If a line in the records contains the word "from", count it; state the resulting number and nothing more.
***** Dataset extract
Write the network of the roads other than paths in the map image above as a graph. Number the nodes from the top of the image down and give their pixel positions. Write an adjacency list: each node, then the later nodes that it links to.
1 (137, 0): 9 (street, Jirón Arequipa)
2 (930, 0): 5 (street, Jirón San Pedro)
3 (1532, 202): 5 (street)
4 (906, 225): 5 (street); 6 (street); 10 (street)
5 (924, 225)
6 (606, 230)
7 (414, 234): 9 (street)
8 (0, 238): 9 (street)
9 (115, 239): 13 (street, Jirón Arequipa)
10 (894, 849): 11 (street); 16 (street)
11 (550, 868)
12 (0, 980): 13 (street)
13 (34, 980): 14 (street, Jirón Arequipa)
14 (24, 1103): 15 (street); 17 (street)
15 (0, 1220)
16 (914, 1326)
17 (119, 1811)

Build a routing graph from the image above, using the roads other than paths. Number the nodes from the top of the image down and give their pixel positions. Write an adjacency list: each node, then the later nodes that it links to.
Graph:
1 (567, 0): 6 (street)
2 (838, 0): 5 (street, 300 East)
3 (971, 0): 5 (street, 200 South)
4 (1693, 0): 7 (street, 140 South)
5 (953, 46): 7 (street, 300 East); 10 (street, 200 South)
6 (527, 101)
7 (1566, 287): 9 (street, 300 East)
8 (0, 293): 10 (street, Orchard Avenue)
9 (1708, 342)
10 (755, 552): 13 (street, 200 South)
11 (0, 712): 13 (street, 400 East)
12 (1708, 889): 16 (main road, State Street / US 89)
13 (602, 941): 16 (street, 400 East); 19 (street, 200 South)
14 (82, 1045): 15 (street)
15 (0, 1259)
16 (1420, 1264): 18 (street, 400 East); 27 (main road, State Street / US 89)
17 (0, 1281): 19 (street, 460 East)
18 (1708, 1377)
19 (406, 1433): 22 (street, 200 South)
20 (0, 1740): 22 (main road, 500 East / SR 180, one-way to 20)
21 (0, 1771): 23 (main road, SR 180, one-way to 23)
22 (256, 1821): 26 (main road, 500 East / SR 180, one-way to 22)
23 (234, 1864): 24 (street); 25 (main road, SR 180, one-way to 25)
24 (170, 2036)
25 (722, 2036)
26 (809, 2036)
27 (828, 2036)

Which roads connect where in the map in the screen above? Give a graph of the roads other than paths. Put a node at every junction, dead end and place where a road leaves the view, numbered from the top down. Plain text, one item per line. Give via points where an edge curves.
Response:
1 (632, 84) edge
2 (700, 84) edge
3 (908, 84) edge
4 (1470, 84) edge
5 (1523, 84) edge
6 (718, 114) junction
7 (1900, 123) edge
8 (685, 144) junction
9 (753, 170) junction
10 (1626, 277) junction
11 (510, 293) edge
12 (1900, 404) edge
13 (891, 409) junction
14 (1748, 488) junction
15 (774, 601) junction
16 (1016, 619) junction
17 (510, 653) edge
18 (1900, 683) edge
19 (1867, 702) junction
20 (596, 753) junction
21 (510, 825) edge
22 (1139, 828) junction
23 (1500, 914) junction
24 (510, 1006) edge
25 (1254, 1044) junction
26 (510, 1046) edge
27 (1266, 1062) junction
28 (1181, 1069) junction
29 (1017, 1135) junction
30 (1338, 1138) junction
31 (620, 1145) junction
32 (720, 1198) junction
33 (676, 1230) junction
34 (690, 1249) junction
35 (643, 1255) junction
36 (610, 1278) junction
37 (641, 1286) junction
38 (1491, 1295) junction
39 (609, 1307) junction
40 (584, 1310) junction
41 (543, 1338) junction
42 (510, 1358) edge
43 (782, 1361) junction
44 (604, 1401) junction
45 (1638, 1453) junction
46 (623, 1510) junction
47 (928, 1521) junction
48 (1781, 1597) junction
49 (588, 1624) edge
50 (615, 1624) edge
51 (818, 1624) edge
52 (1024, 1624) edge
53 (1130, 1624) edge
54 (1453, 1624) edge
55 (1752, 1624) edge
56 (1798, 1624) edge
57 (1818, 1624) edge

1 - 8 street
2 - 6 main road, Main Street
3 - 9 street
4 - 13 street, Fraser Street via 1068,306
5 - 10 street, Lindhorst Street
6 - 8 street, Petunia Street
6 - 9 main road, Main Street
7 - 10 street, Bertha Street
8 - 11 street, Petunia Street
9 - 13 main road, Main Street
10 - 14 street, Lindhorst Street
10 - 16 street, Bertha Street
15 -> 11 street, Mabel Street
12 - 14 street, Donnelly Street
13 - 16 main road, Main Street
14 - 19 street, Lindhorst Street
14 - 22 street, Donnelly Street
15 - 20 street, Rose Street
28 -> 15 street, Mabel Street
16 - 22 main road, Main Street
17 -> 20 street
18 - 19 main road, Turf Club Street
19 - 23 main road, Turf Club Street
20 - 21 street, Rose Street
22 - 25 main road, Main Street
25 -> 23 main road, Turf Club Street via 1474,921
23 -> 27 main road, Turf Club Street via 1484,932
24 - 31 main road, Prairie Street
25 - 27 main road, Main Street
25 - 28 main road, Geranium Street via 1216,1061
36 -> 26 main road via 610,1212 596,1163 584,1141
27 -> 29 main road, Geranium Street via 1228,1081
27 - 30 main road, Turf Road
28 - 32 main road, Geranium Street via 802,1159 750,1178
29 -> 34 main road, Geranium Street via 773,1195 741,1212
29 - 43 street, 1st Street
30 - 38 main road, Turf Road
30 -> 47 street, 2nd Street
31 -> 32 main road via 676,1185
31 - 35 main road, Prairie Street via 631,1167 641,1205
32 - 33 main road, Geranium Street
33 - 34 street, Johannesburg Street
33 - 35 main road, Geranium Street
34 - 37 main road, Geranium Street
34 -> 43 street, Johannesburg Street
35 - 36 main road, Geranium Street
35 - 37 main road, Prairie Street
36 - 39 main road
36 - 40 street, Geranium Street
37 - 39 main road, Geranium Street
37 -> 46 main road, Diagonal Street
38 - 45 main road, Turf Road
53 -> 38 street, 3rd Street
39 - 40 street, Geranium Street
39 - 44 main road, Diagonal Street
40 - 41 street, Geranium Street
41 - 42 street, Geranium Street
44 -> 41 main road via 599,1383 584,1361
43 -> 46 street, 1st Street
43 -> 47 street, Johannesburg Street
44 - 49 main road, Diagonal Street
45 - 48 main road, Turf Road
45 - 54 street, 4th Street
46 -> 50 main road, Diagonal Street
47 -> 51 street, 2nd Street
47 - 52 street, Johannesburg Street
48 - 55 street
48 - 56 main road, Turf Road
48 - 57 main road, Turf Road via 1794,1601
**********
*Response area*. 3